▸ Task goal: You are asked to filter the data below and copy every line holding "Bozhkivskyi".

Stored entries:
»»

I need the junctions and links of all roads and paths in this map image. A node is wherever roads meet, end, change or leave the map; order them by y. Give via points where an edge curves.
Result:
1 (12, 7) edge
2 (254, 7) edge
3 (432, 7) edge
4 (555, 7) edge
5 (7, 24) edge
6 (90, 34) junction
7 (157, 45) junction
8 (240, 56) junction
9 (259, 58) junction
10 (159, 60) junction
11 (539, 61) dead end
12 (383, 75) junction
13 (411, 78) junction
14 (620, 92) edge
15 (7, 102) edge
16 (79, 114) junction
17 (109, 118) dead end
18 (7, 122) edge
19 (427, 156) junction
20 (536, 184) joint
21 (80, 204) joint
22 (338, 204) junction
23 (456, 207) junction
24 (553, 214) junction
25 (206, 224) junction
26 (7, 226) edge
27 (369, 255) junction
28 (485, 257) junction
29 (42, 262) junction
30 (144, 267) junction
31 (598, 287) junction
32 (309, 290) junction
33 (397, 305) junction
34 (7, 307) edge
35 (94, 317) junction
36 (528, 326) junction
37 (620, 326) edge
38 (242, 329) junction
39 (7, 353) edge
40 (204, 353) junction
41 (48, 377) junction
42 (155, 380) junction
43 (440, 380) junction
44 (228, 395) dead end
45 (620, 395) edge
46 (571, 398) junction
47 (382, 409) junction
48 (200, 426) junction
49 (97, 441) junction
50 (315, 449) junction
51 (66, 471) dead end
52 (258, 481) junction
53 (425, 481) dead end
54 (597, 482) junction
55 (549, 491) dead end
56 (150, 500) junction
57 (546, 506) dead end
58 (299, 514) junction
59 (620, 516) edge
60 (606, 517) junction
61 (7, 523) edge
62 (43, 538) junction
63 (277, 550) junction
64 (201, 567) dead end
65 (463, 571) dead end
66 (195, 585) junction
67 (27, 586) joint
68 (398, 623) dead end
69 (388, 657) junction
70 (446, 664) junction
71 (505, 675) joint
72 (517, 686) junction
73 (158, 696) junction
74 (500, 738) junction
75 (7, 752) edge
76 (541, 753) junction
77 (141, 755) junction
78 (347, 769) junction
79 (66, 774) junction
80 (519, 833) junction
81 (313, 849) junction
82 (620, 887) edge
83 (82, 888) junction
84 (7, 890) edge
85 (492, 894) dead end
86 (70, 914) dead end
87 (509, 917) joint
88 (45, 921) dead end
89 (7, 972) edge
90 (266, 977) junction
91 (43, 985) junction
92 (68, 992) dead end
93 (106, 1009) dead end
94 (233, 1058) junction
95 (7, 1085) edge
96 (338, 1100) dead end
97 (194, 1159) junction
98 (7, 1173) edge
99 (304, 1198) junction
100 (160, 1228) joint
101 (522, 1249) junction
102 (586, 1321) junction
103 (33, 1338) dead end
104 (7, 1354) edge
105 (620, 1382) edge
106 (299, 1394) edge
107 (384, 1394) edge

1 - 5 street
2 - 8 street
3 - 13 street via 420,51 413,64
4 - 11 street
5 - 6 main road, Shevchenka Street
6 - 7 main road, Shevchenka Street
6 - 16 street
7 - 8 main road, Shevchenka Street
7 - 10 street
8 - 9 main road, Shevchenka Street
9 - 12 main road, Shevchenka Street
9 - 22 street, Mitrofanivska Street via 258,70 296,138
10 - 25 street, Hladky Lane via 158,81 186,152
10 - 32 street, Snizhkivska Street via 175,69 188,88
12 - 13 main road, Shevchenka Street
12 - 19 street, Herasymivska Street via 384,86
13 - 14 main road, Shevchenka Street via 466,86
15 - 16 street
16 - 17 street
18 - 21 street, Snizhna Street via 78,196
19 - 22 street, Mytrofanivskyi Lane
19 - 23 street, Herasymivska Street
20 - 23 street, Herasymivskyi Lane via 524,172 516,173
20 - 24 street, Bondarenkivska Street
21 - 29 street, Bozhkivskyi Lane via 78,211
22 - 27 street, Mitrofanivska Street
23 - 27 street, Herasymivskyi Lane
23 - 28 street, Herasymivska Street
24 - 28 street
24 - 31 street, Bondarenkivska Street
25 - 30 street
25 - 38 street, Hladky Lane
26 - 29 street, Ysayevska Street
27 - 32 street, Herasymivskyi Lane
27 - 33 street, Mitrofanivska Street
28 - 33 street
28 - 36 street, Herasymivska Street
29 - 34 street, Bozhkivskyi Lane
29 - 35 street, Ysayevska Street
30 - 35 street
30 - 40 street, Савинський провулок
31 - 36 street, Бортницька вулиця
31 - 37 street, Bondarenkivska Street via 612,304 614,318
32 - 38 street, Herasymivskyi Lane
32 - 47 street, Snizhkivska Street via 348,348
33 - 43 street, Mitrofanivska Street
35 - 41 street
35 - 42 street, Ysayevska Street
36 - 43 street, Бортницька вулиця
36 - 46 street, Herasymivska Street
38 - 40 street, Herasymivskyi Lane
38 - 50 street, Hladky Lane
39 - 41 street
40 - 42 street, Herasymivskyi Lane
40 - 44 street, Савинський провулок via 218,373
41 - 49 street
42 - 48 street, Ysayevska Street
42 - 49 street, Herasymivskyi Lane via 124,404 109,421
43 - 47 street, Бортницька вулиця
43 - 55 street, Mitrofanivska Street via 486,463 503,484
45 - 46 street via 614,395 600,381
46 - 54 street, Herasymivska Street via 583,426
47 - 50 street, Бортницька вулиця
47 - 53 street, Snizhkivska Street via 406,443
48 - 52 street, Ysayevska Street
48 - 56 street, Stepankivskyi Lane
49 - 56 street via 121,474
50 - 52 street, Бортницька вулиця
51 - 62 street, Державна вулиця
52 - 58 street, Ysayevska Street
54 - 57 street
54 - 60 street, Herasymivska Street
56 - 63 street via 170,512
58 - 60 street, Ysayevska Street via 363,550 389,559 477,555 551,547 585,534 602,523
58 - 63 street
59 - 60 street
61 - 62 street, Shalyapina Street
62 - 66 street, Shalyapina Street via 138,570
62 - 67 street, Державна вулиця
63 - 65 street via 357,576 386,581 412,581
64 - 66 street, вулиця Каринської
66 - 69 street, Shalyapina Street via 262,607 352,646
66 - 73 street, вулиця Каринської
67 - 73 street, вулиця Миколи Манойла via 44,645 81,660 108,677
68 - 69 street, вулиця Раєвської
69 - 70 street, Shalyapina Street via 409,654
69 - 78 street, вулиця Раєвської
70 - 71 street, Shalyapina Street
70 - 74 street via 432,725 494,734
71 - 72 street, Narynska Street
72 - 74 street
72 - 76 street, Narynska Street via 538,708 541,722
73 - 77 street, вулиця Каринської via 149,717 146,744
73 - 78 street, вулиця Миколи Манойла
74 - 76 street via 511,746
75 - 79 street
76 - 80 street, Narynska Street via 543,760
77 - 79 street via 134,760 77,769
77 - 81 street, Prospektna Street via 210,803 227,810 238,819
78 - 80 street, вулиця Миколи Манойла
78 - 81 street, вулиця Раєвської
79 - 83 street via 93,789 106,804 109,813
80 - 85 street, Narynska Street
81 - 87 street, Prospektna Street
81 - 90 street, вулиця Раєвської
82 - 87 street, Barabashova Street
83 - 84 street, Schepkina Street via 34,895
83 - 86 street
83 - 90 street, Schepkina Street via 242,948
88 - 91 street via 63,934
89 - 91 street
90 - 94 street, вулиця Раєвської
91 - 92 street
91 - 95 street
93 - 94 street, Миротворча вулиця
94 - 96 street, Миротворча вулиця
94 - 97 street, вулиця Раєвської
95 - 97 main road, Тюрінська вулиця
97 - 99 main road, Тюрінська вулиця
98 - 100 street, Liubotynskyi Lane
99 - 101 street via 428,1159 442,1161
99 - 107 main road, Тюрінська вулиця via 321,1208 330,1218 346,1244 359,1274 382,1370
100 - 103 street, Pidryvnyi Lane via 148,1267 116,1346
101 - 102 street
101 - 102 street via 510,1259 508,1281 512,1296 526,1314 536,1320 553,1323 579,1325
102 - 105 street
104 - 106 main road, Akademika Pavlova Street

««

▸ Completed exercise:
21 - 29 street, Bozhkivskyi Lane via 78,211
29 - 34 street, Bozhkivskyi Lane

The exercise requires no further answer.